Records =
**********

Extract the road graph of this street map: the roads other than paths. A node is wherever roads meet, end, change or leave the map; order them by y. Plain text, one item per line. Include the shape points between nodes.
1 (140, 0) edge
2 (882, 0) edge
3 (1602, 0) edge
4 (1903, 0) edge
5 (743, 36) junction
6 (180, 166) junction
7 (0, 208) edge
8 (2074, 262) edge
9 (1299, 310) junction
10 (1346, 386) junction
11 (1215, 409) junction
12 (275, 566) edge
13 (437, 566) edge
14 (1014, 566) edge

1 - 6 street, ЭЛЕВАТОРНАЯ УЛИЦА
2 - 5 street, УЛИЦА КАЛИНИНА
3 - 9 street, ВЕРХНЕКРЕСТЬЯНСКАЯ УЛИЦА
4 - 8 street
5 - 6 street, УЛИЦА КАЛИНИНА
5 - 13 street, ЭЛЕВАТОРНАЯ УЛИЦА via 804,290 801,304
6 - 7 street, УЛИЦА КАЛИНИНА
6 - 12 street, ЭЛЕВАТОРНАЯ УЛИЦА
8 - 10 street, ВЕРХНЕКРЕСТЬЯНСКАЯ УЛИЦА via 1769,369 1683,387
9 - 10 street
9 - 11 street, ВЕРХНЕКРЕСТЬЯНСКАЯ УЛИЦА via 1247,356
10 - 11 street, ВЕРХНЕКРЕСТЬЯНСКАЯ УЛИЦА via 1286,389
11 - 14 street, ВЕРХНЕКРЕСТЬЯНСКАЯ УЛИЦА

**********

Brief =
Your answer must be an exact transcription of every record above.

Exercise solution =
Extract the road graph of this street map: the roads other than paths. A node is wherever roads meet, end, change or leave the map; order them by y. Plain text, one item per line. Include the shape points between nodes.
1 (140, 0) edge
2 (882, 0) edge
3 (1602, 0) edge
4 (1903, 0) edge
5 (743, 36) junction
6 (180, 166) junction
7 (0, 208) edge
8 (2074, 262) edge
9 (1299, 310) junction
10 (1346, 386) junction
11 (1215, 409) junction
12 (275, 566) edge
13 (437, 566) edge
14 (1014, 566) edge

1 - 6 street, ЭЛЕВАТОРНАЯ УЛИЦА
2 - 5 street, УЛИЦА КАЛИНИНА
3 - 9 street, ВЕРХНЕКРЕСТЬЯНСКАЯ УЛИЦА
4 - 8 street
5 - 6 street, УЛИЦА КАЛИНИНА
5 - 13 street, ЭЛЕВАТОРНАЯ УЛИЦА via 804,290 801,304
6 - 7 street, УЛИЦА КАЛИНИНА
6 - 12 street, ЭЛЕВАТОРНАЯ УЛИЦА
8 - 10 street, ВЕРХНЕКРЕСТЬЯНСКАЯ УЛИЦА via 1769,369 1683,387
9 - 10 street
9 - 11 street, ВЕРХНЕКРЕСТЬЯНСКАЯ УЛИЦА via 1247,356
10 - 11 street, ВЕРХНЕКРЕСТЬЯНСКАЯ УЛИЦА via 1286,389
11 - 14 street, ВЕРХНЕКРЕСТЬЯНСКАЯ УЛИЦА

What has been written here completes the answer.